START Given records

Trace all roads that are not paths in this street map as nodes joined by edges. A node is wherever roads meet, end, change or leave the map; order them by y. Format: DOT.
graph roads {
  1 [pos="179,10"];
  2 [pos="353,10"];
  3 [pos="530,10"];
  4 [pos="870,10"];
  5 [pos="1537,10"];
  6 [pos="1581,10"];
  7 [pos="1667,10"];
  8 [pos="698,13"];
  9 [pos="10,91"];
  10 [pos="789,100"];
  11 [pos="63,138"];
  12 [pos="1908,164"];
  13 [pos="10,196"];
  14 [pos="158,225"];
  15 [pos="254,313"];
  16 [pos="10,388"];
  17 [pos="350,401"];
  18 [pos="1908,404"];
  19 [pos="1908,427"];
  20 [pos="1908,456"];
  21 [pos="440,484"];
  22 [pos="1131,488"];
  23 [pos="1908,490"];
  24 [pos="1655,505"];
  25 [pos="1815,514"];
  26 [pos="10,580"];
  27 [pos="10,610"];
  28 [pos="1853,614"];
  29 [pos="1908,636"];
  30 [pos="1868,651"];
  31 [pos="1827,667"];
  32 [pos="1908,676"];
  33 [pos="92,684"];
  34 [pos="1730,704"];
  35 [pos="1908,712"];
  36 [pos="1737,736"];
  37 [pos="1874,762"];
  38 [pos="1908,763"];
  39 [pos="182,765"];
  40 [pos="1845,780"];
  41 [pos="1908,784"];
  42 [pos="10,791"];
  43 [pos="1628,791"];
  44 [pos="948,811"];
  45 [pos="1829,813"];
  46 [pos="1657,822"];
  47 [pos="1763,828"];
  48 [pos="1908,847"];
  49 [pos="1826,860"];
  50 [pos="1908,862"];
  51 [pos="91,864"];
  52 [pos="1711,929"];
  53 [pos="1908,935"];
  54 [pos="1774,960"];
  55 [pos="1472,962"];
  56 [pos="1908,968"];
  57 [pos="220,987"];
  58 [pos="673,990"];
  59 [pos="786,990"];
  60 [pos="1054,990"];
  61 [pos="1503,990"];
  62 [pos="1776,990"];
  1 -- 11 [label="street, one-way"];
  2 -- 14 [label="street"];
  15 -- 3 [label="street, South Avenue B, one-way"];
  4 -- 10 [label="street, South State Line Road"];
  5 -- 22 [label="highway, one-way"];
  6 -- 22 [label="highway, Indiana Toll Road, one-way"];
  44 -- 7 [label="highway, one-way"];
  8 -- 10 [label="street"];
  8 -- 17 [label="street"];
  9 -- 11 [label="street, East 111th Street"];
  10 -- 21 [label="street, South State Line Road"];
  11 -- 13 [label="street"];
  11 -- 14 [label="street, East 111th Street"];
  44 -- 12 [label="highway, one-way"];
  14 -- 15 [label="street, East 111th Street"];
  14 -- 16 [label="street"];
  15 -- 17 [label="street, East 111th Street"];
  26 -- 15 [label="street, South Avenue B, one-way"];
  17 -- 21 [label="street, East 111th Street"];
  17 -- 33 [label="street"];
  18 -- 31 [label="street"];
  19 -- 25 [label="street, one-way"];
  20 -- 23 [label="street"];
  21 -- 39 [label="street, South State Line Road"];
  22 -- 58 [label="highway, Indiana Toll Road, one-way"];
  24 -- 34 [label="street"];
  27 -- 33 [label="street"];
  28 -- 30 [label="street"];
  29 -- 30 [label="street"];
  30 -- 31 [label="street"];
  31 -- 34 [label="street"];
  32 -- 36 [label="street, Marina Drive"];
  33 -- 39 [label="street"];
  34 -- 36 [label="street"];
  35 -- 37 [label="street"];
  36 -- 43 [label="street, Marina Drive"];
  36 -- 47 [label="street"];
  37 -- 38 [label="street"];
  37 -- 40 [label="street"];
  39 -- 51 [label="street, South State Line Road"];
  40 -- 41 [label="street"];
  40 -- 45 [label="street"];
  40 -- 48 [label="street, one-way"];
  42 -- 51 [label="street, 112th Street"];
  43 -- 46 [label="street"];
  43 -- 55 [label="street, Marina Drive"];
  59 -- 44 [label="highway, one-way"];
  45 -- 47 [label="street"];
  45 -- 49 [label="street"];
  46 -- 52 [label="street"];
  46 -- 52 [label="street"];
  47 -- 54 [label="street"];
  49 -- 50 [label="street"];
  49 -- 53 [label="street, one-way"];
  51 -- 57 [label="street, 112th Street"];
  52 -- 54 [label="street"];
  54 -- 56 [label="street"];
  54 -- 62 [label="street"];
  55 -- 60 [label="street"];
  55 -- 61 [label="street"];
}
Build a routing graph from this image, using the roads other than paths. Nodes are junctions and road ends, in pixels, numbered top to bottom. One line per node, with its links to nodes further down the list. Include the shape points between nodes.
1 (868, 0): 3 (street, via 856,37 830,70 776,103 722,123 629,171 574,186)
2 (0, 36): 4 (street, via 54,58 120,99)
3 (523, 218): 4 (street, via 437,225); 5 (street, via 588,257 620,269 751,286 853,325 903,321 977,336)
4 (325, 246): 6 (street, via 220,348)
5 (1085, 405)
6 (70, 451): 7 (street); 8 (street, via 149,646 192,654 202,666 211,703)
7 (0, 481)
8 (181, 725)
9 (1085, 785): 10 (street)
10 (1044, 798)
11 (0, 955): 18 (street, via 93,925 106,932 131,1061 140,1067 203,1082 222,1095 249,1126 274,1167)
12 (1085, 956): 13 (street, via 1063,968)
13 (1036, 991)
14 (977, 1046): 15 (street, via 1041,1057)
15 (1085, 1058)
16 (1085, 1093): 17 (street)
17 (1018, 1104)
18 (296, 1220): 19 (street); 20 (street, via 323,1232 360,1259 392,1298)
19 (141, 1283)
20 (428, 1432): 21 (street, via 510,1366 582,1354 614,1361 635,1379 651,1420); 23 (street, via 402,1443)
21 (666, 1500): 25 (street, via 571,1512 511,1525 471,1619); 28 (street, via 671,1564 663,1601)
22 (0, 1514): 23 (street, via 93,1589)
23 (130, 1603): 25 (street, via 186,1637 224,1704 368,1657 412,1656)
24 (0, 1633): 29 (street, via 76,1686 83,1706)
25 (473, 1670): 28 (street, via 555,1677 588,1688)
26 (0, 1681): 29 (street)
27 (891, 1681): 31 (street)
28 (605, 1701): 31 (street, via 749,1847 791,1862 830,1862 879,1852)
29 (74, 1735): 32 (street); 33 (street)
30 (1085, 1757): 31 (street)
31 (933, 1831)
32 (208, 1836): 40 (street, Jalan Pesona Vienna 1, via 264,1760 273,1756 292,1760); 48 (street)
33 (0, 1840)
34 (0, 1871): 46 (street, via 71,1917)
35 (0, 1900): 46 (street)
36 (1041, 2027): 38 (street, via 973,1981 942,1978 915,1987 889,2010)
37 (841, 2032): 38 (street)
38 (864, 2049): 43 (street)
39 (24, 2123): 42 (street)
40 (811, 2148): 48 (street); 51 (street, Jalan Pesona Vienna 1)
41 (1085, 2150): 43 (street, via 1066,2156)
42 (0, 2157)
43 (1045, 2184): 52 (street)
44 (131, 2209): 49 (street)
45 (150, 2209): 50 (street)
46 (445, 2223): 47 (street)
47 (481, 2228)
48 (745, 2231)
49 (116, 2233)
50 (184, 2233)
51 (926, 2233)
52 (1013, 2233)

END Given records

» **Exercise aim**:
A single figure is all that is needed: the number of lines above that contain the string "paths".

» **Result for this exercise**:
2